Wednesday, October 6, 2010

Williams 151-170

Williams raises the question of how correcting a child while they are reading aloud is detrimental to their comprehension of the reading. This is perhaps the first place that students learn to edit while writing therefore hindering their writing process. While it is important for students to be able to correctly read and identify words, it falls on the teacher to know how to correct a student without sacrificing their ability to comprehend the words that they are reading. "If reading proceeds too slowly, comprehension becomes extremely difficult, and error correction, by its very nature, slows reading down." (pg. 159) The same can be said for a writer who stops and ponders word choice or spelling therefore sacrificing a train of thought that could have turned their writing into a thoughtful and fully developed piece of work instead of a paper free from errors but also free from any useful meaning or content.

"...Once [children] reach the toddler stage parents expect them to begin communicating through speech, and gestures are no longer as readily acceptable as communicative acts." (pg 151) In my experience as a parent, the stage in which a child is able to verbalize a limited amount of communication leads to frustration for the child.
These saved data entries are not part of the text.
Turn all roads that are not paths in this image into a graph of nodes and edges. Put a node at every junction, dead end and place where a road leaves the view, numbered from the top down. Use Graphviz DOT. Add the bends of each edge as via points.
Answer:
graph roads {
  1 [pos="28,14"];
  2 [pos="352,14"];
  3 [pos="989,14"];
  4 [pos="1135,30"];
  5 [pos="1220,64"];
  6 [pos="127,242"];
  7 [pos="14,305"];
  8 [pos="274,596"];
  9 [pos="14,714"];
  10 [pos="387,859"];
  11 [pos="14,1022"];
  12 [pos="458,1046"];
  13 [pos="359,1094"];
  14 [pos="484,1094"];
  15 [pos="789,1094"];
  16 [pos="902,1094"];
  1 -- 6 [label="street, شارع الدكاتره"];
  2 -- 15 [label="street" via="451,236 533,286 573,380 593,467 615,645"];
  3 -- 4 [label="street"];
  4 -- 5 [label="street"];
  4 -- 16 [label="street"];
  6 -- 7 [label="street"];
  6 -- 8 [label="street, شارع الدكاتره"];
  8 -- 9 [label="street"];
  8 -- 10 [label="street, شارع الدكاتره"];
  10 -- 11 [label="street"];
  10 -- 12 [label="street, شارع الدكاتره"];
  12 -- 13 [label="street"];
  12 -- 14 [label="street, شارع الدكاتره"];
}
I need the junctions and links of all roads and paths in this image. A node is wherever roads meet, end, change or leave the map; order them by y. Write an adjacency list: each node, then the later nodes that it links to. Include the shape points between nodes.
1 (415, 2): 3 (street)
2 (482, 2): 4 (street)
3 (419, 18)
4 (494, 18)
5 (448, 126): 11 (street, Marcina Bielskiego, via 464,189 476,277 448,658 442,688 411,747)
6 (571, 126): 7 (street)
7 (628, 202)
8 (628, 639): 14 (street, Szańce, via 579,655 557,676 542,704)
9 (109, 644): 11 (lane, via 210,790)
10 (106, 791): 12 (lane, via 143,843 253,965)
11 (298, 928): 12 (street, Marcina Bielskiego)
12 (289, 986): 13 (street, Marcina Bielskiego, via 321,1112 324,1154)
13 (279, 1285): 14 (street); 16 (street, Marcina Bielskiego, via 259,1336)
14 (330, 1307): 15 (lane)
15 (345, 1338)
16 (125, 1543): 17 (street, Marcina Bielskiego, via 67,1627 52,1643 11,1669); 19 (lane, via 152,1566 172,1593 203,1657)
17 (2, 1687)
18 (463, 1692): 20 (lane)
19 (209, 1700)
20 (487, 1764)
The child knows what he wants to communicate and failed attempts to effectively communicate their needs to the parents cause the child to throw a tantrum, for example. This reminds me of a writer in their early stages. The writer knows what she wants to communicate, the thoughts are in her head and she can even verbalize her thought process, but when it comes to writing these thoughts down on paper, oftentimes, the written words do not do justice to what the writer was attempting to communicate.
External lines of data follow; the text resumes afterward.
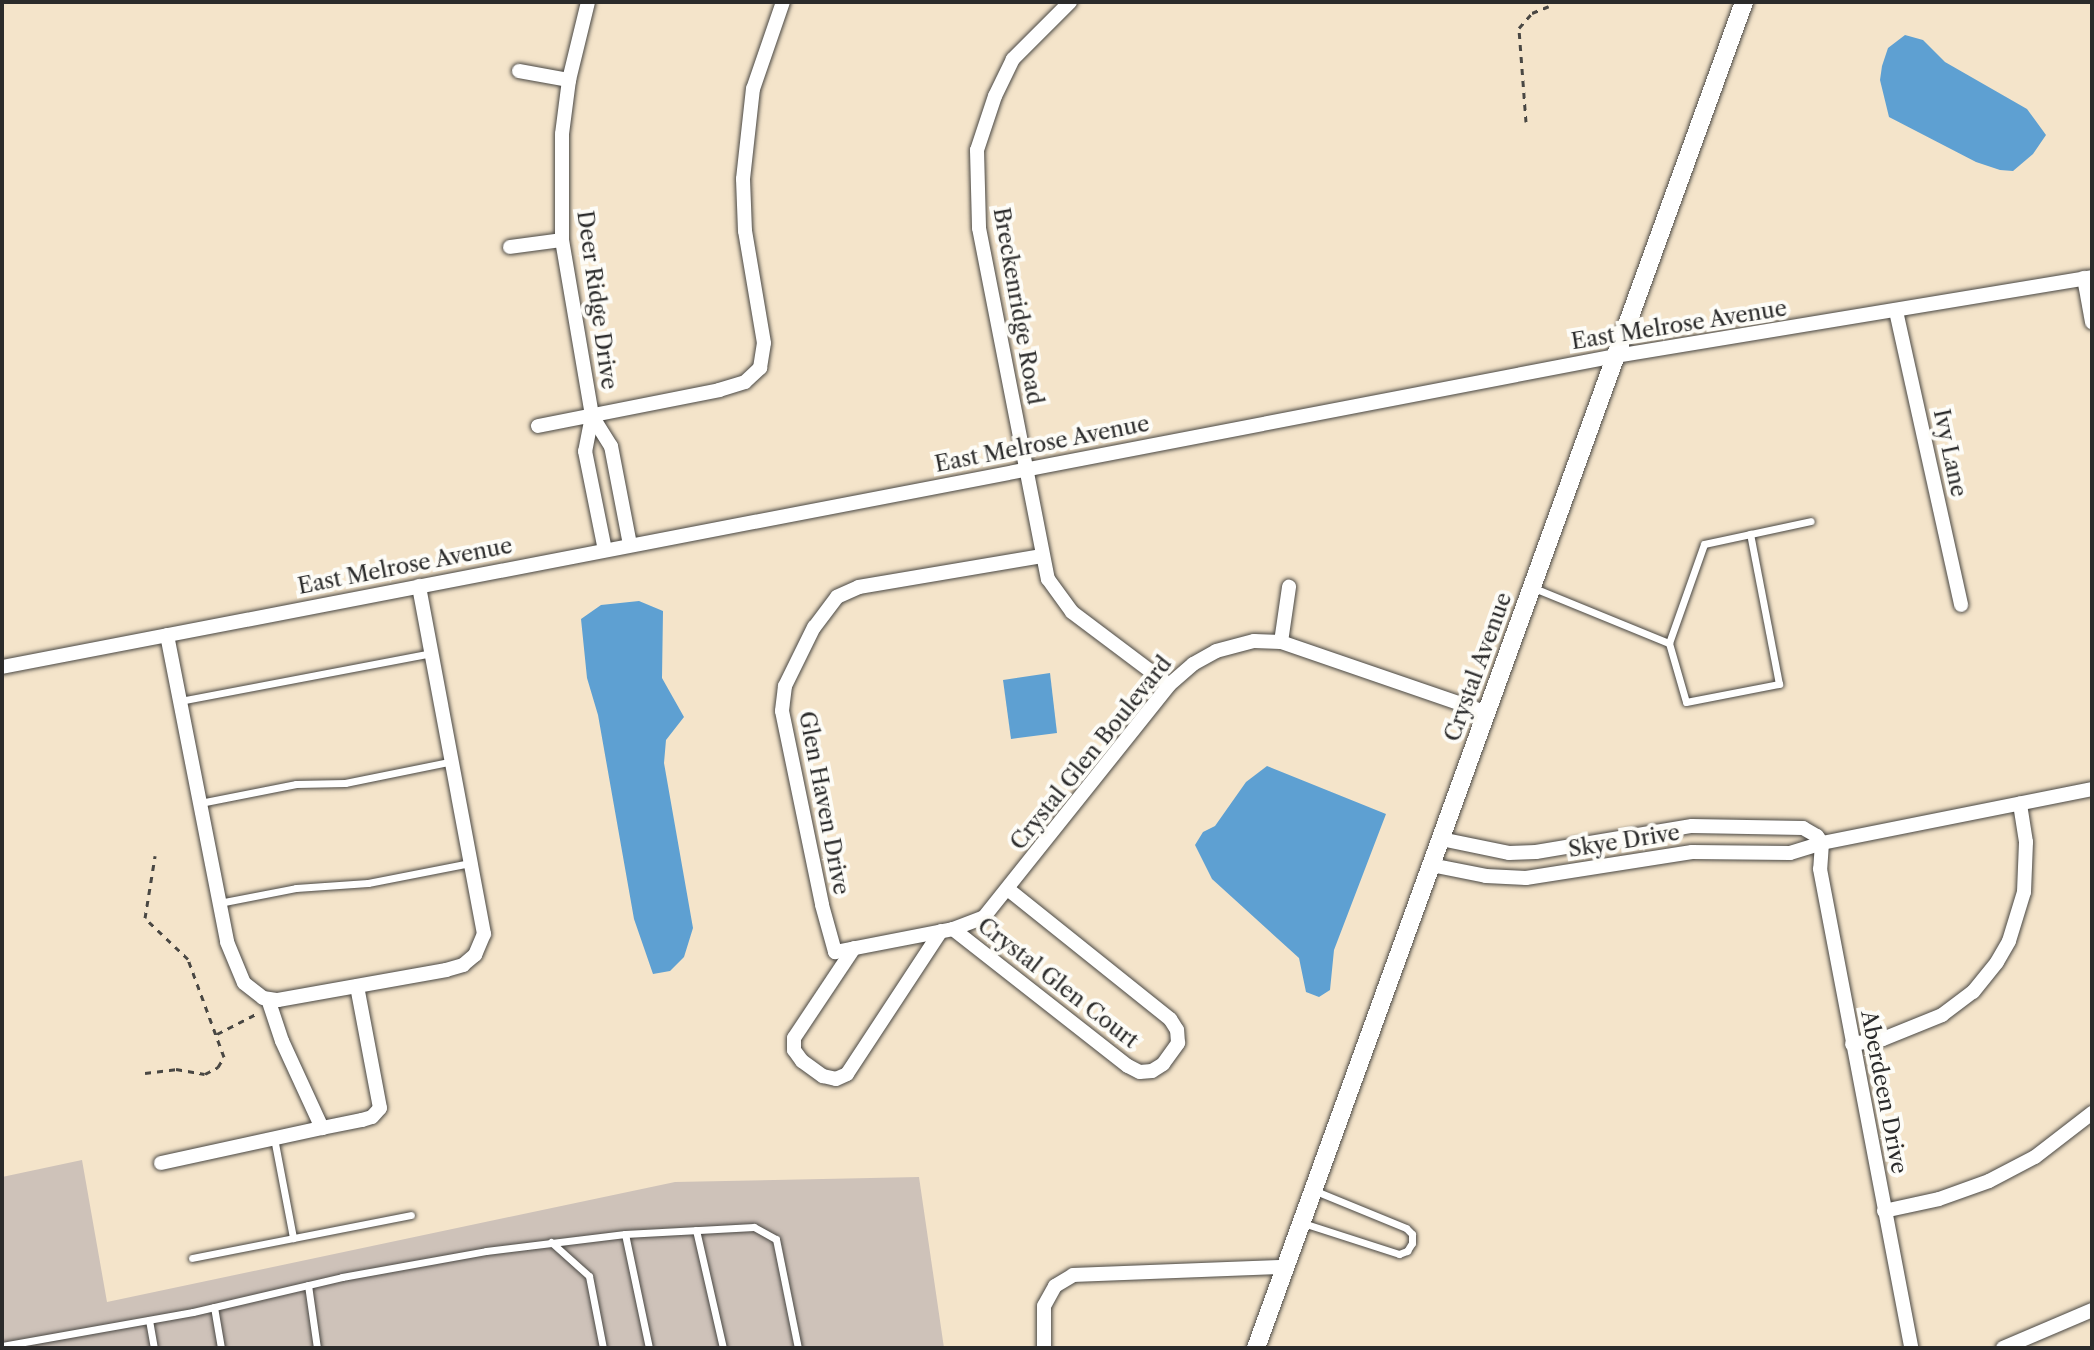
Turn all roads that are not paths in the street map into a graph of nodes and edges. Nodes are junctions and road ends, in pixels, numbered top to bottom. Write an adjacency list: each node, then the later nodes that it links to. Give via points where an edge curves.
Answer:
1 (588, 2): 6 (street, Deer Ridge Drive)
2 (783, 2): 13 (street, via 753,89 743,179 745,231 764,343 760,368 745,382 719,390)
3 (1070, 2): 15 (street, Breckenridge Road, via 1013,59 977,150 979,228)
4 (1744, 2): 12 (street, Crystal Avenue)
5 (519, 71): 6 (street)
6 (569, 80): 7 (street, Deer Ridge Drive, via 562,134)
7 (562, 240): 8 (street); 13 (street, Deer Ridge Drive)
8 (510, 247)
9 (2088, 278): 10 (street, East Melrose Avenue); 11 (street)
10 (1896, 311): 12 (street, East Melrose Avenue); 24 (street, Ivy Lane)
11 (2092, 322)
12 (1616, 356): 15 (street, East Melrose Avenue); 23 (street, Crystal Avenue)
13 (592, 416): 14 (street); 18 (street, Deer Ridge Drive, via 611,446); 19 (street, Deer Ridge Drive, via 585,451)
14 (538, 426)
15 (1026, 469): 18 (street, East Melrose Avenue); 20 (street, Breckenridge Road)
16 (1811, 521): 17 (lane)
17 (1750, 534): 27 (lane, via 1704,544); 27 (lane, via 1779,684 1686,702)
18 (630, 545): 19 (street, East Melrose Avenue)
19 (605, 550): 21 (street, East Melrose Avenue)
20 (1042, 556): 30 (street, Breckenridge Road, via 1062,602); 47 (street, Glen Haven Drive, via 859,587 837,597 814,627 785,686 782,711)
21 (419, 586): 25 (street, East Melrose Avenue); 28 (street)
22 (1289, 587): 26 (street)
23 (1532, 588): 27 (lane); 32 (street, Crystal Avenue)
24 (1961, 605)
25 (167, 635): 29 (street, East Melrose Avenue); 31 (street)
26 (1281, 642): 30 (street, Crystal Glen Boulevard, via 1254,641 1216,651); 32 (street, Crystal Glen Boulevard)
27 (1669, 643)
28 (432, 653): 31 (lane); 33 (street)
29 (2, 667)
30 (1169, 685): 43 (street, Crystal Glen Boulevard)
31 (180, 701): 35 (street)
32 (1487, 713): 38 (street, Crystal Avenue)
33 (453, 761): 35 (lane, via 345,783 296,784); 41 (street)
34 (2092, 789): 36 (street, Skye Drive)
35 (200, 803): 44 (street)
36 (2020, 803): 39 (street, Skye Drive); 50 (street, via 2026,842 2024,892 1997,962 1973,992 1942,1015 1883,1039)
37 (1643, 832): 38 (street, Skye Drive, via 1509,853); 39 (street, Skye Drive, via 1772,826 1811,831); 40 (street)
38 (1441, 839): 42 (street, Crystal Avenue)
39 (1822, 843): 40 (street, Skye Drive, via 1790,853 1692,852); 50 (street, Aberdeen Drive, via 1820,869)
40 (1634, 860): 42 (street, Skye Drive, via 1526,878)
41 (472, 862): 44 (lane, via 368,883 296,888); 48 (street, via 484,934 475,955 446,970)
42 (1431, 865): 55 (street, Crystal Avenue)
43 (1008, 889): 45 (street, Crystal Glen Boulevard, via 984,917); 45 (street, Crystal Glen Court, via 1170,1019 1178,1043 1163,1064 1140,1072 1128,1066)
44 (219, 903): 49 (street, via 235,969 253,993)
45 (947, 930): 46 (street, Crystal Glen Boulevard); 46 (street, via 847,1074 836,1079 802,1061 794,1038)
46 (854, 948): 47 (street, Crystal Glen Boulevard)
47 (835, 952)
48 (357, 986): 49 (street); 52 (street, via 380,1108 372,1117)
49 (269, 1003): 52 (street)
50 (1852, 1044): 56 (street, Aberdeen Drive)
51 (2092, 1113): 56 (street, via 2035,1157 1989,1181)
52 (322, 1128): 53 (street)
53 (274, 1138): 54 (street); 61 (lane)
54 (161, 1163)
55 (1314, 1190): 58 (street, Crystal Avenue); 58 (lane, via 1406,1228 1412,1243 1399,1254)
56 (1884, 1211): 79 (street, Aberdeen Drive)
57 (411, 1215): 61 (lane)
58 (1302, 1223): 64 (street, Crystal Avenue)
59 (696, 1230): 60 (lane); 75 (lane); 76 (lane, via 754,1227 776,1239)
60 (625, 1234): 62 (lane); 74 (lane)
61 (293, 1238): 63 (lane)
62 (551, 1242): 65 (lane); 73 (lane, via 589,1276)
63 (192, 1258)
64 (1285, 1267): 77 (street, via 1073,1275 1055,1286 1044,1306); 78 (street, Crystal Avenue)
65 (308, 1285): 66 (lane); 72 (lane)
66 (214, 1307): 68 (lane); 71 (lane)
67 (2092, 1310): 80 (street)
68 (149, 1320): 69 (lane); 70 (lane)
69 (2, 1346)
70 (154, 1348)
71 (221, 1348)
72 (317, 1348)
73 (603, 1348)
74 (649, 1348)
75 (723, 1348)
76 (798, 1348)
77 (1044, 1348)
78 (1256, 1348)
79 (1911, 1348)
80 (2003, 1348)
On a completely different note, I took note to an error in Williams' reasoning on page 166, where he was discrediting Krashen's "reading hypothesis proposal", in which Krashen asserts that "all good writing will have done large amounts of pleasure reading." Williams asserts that "Some of the worst writers comes from university professors, all of whom are well read." Williams fails to take into account that Krashen's proposal states "pleasure reading" and there is no evidence to suggest that all university professors read for pleasure. I don't necessarily disagree with Krashen but I feel that Williams' argument is a bit weak on this particular stance.